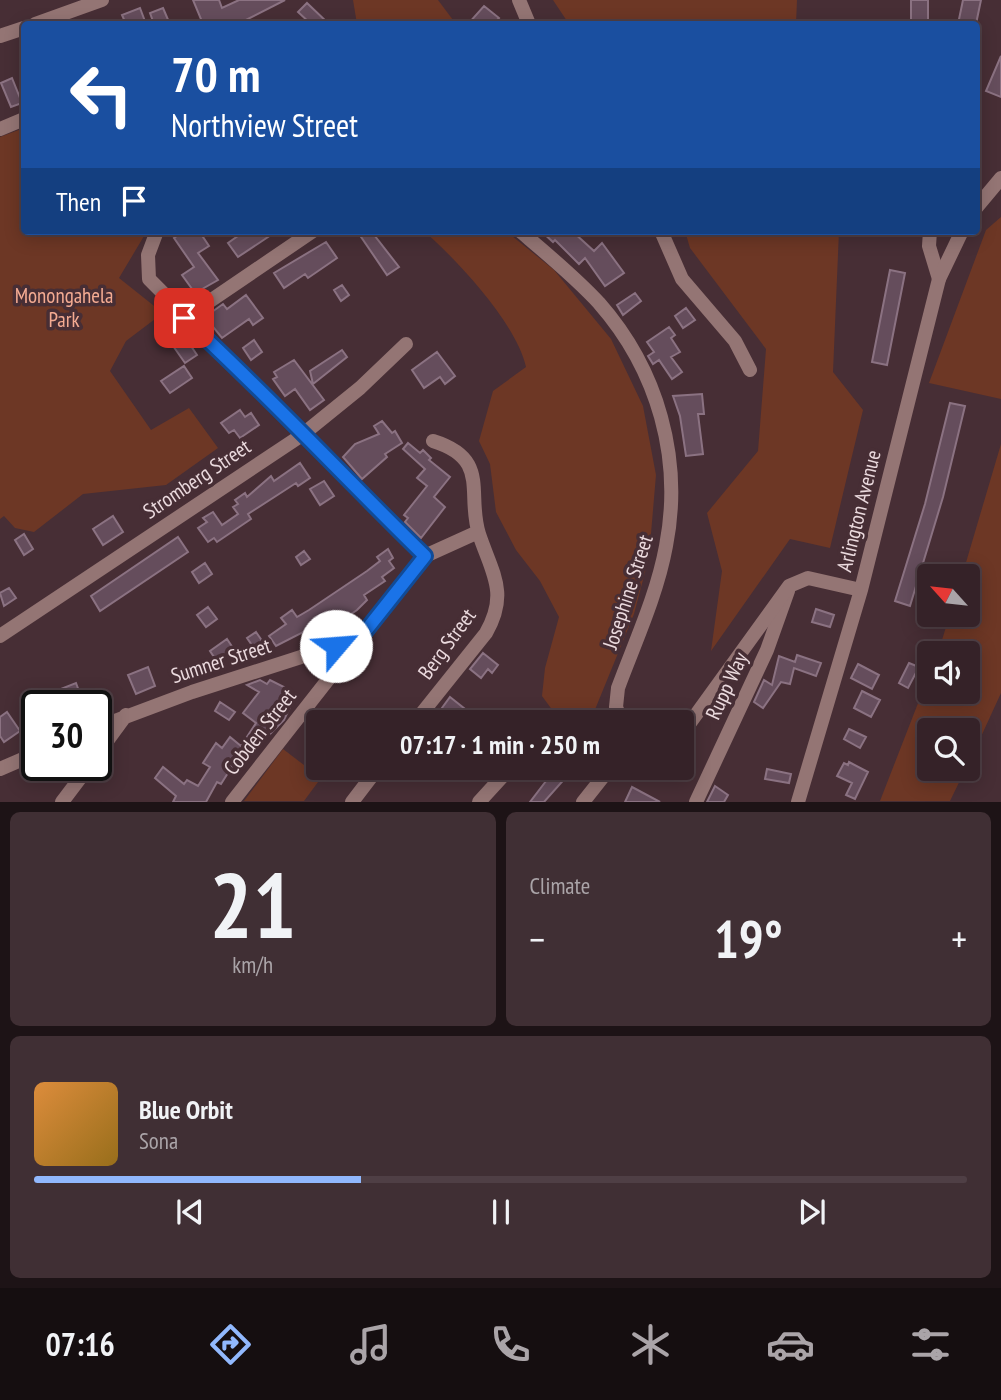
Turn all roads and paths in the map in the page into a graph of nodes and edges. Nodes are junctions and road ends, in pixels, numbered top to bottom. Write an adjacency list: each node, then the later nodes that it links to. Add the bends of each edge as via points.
1 (102, 0): 3 (street)
2 (519, 0): 4 (street)
3 (43, 21)
4 (528, 21)
5 (21, 29): 6 (street)
6 (0, 36)
7 (21, 120): 8 (street)
8 (0, 129)
9 (1001, 178): 10 (street)
10 (980, 203)
11 (156, 235): 18 (street, via 148,255 149,279)
12 (307, 235): 18 (street)
13 (525, 235): 30 (street, Josephine Street, via 584,287 621,330 648,378 667,439 670,523 661,567 618,688)
14 (662, 235): 20 (street, via 682,279 736,341)
15 (930, 235): 17 (street)
16 (960, 235): 17 (street, Arlington Avenue)
17 (939, 279): 26 (street, Arlington Avenue)
18 (184, 318): 21 (street)
19 (407, 344): 21 (street, Stromberg Street)
20 (750, 370)
21 (302, 435): 24 (street); 27 (street, Stromberg Street)
22 (433, 441): 23 (street, Berg Street, via 462,456 473,471)
23 (478, 532): 24 (street); 29 (street, Berg Street, via 498,588 494,619)
24 (425, 556): 28 (street, Cobden Street)
25 (789, 586): 26 (street, via 808,578); 32 (street); 46 (street, Rupp Way, via 767,650)
26 (861, 590): 47 (street, Arlington Avenue)
27 (0, 636)
28 (360, 638): 31 (street, Sumner Street); 42 (street, Cobden Street)
29 (424, 710)
30 (617, 710)
31 (126, 715): 33 (street, Sumner Street); 34 (street)
32 (694, 717)
33 (112, 721)
34 (112, 734)
35 (21, 760): 36 (street)
36 (0, 769)
37 (369, 780): 43 (street)
38 (499, 780): 44 (street)
39 (600, 780): 45 (street)
40 (78, 781): 41 (street)
41 (62, 802)
42 (232, 802)
43 (352, 802)
44 (479, 802)
45 (583, 802)
46 (696, 802)
47 (797, 802)

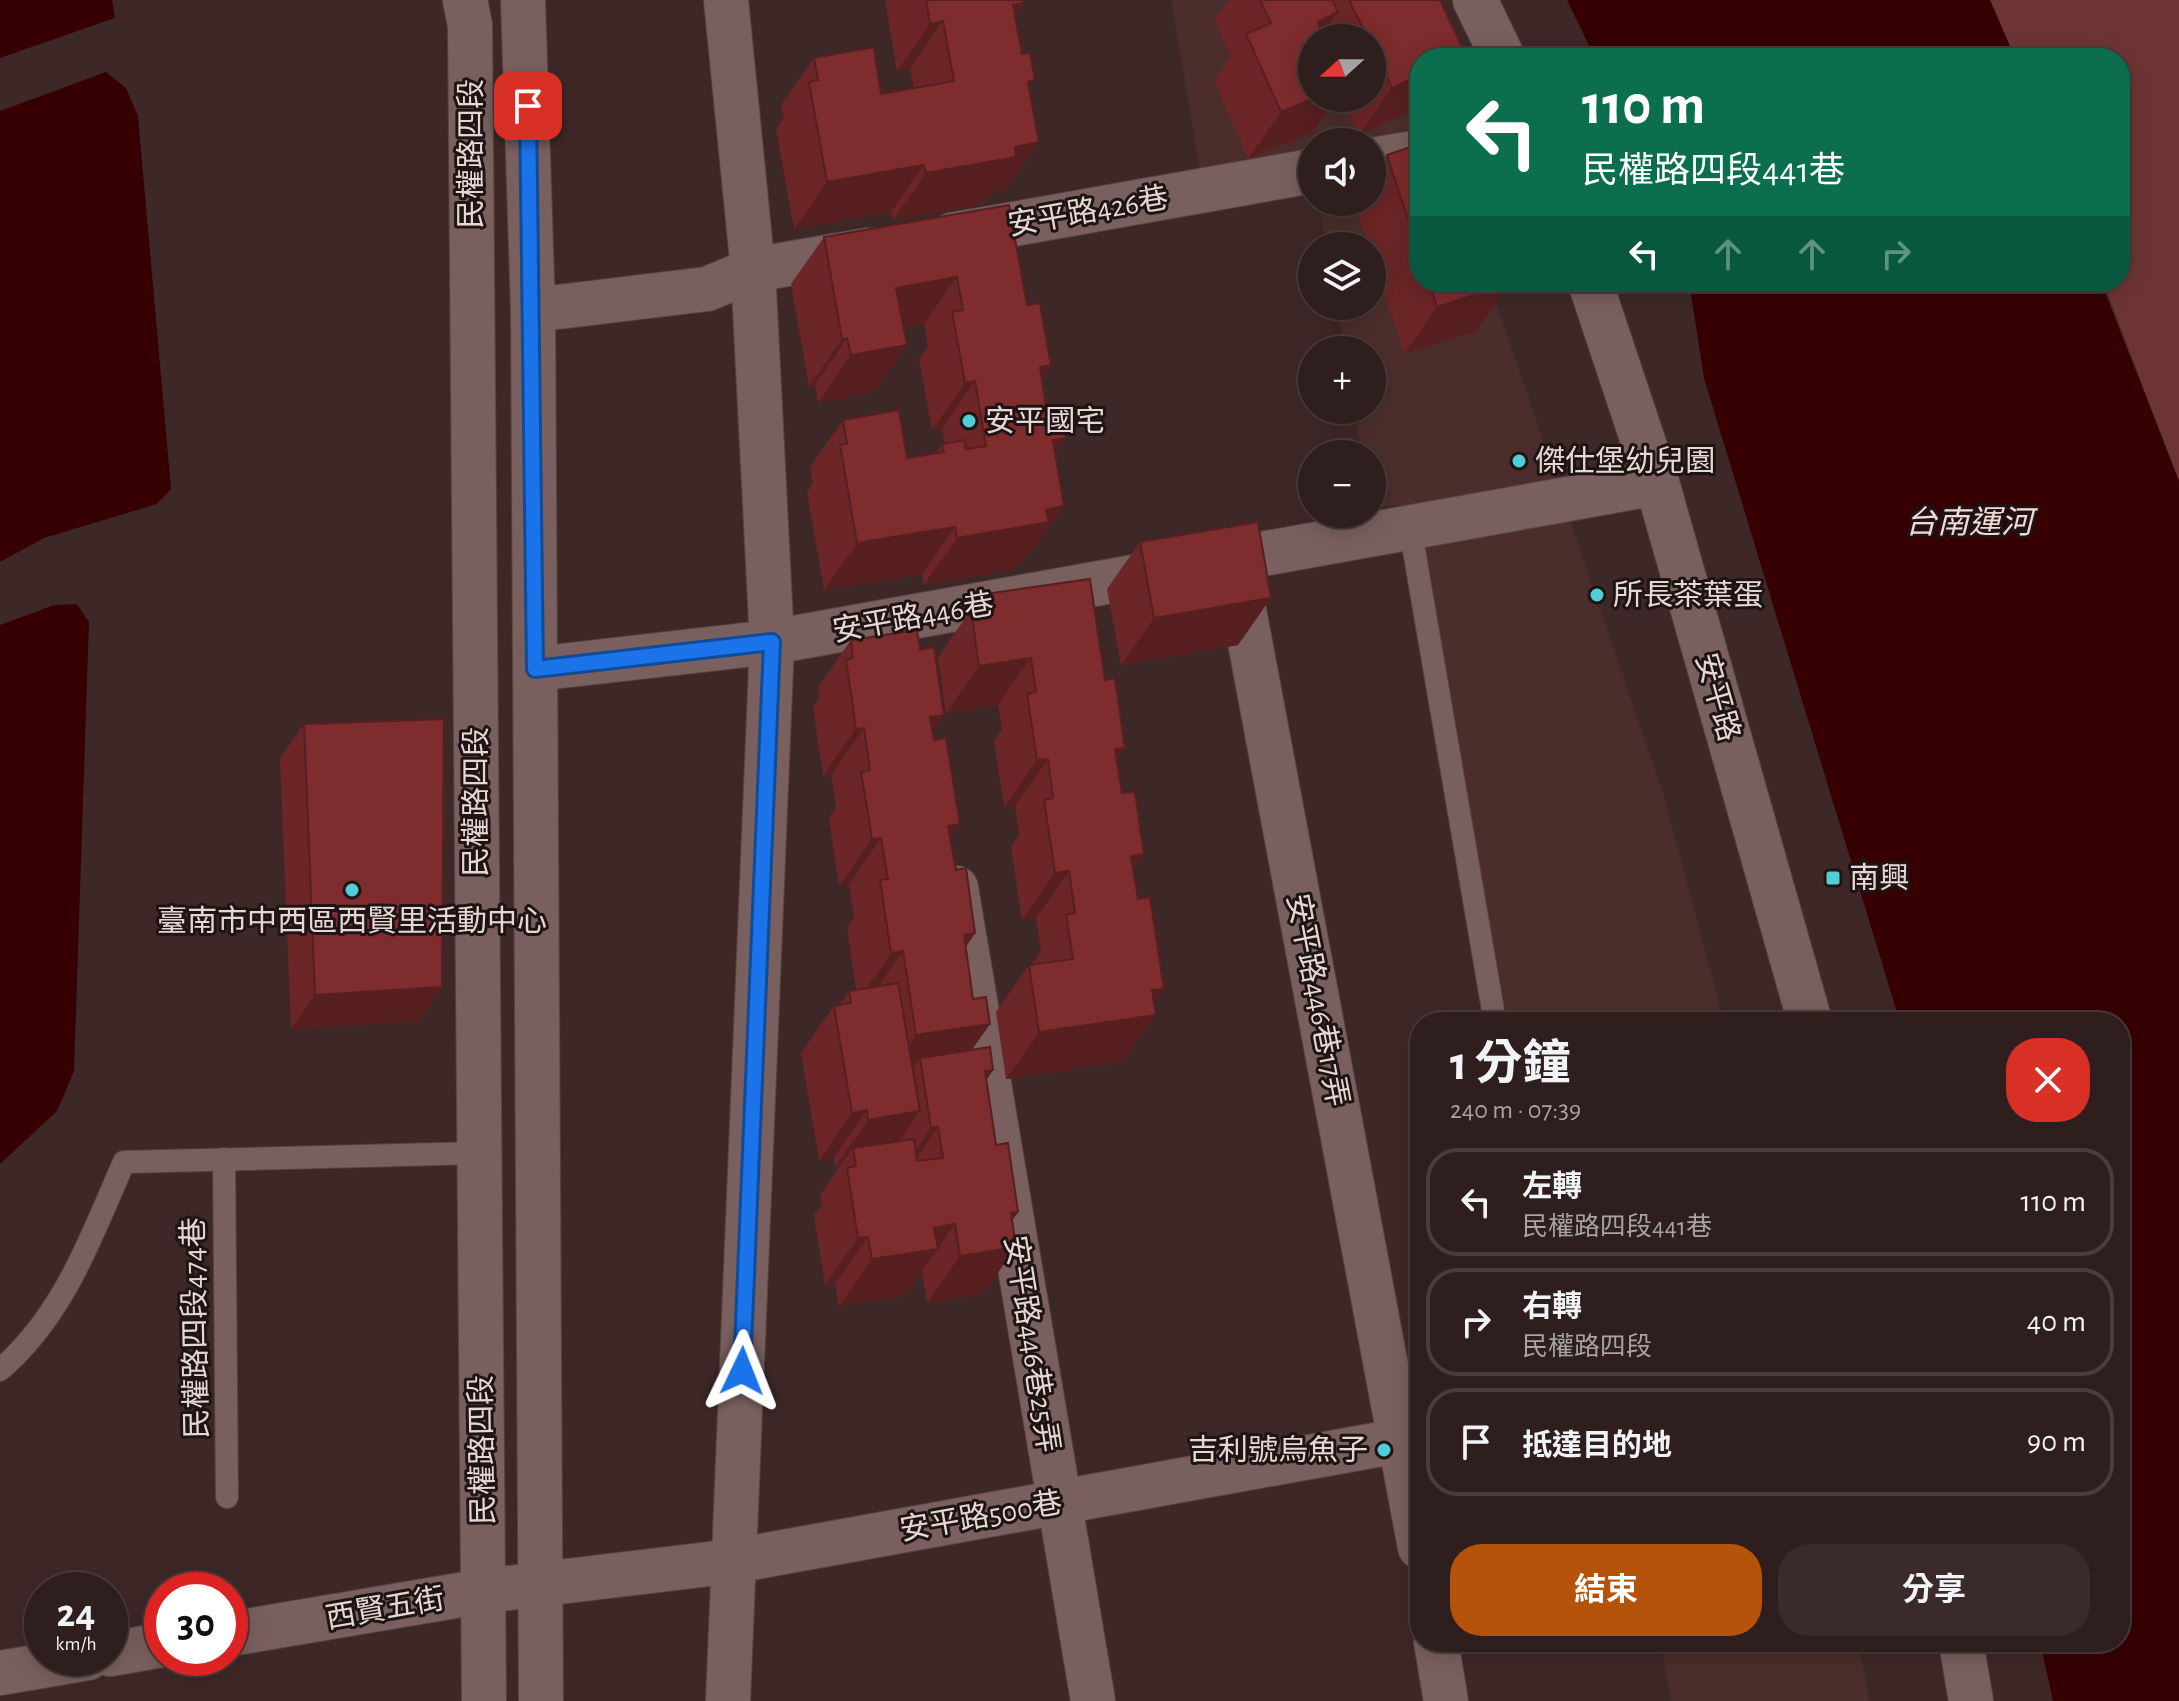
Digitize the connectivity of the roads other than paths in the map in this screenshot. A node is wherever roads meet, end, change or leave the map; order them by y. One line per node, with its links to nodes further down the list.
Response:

## [Exercise]
Leaving out the pictures, output each line above exactly as it is.

## [Completed task]
Turn all roads and paths in the map in the page into a graph of nodes and edges. Nodes are junctions and road ends, in pixels, numbered top to bottom. Write an adjacency list: each node, then the later nodes that it links to. Add the bends of each edge as via points.
1 (102, 0): 3 (street)
2 (519, 0): 4 (street)
3 (43, 21)
4 (528, 21)
5 (21, 29): 6 (street)
6 (0, 36)
7 (21, 120): 8 (street)
8 (0, 129)
9 (1001, 178): 10 (street)
10 (980, 203)
11 (156, 235): 18 (street, via 148,255 149,279)
12 (307, 235): 18 (street)
13 (525, 235): 30 (street, Josephine Street, via 584,287 621,330 648,378 667,439 670,523 661,567 618,688)
14 (662, 235): 20 (street, via 682,279 736,341)
15 (930, 235): 17 (street)
16 (960, 235): 17 (street, Arlington Avenue)
17 (939, 279): 26 (street, Arlington Avenue)
18 (184, 318): 21 (street)
19 (407, 344): 21 (street, Stromberg Street)
20 (750, 370)
21 (302, 435): 24 (street); 27 (street, Stromberg Street)
22 (433, 441): 23 (street, Berg Street, via 462,456 473,471)
23 (478, 532): 24 (street); 29 (street, Berg Street, via 498,588 494,619)
24 (425, 556): 28 (street, Cobden Street)
25 (789, 586): 26 (street, via 808,578); 32 (street); 46 (street, Rupp Way, via 767,650)
26 (861, 590): 47 (street, Arlington Avenue)
27 (0, 636)
28 (360, 638): 31 (street, Sumner Street); 42 (street, Cobden Street)
29 (424, 710)
30 (617, 710)
31 (126, 715): 33 (street, Sumner Street); 34 (street)
32 (694, 717)
33 (112, 721)
34 (112, 734)
35 (21, 760): 36 (street)
36 (0, 769)
37 (369, 780): 43 (street)
38 (499, 780): 44 (street)
39 (600, 780): 45 (street)
40 (78, 781): 41 (street)
41 (62, 802)
42 (232, 802)
43 (352, 802)
44 (479, 802)
45 (583, 802)
46 (696, 802)
47 (797, 802)

Digitize the connectivity of the roads other than paths in the map in this screenshot. A node is wherever roads meet, end, change or leave the map; order them by y. One line per node, with its links to nodes further down the list.
Response:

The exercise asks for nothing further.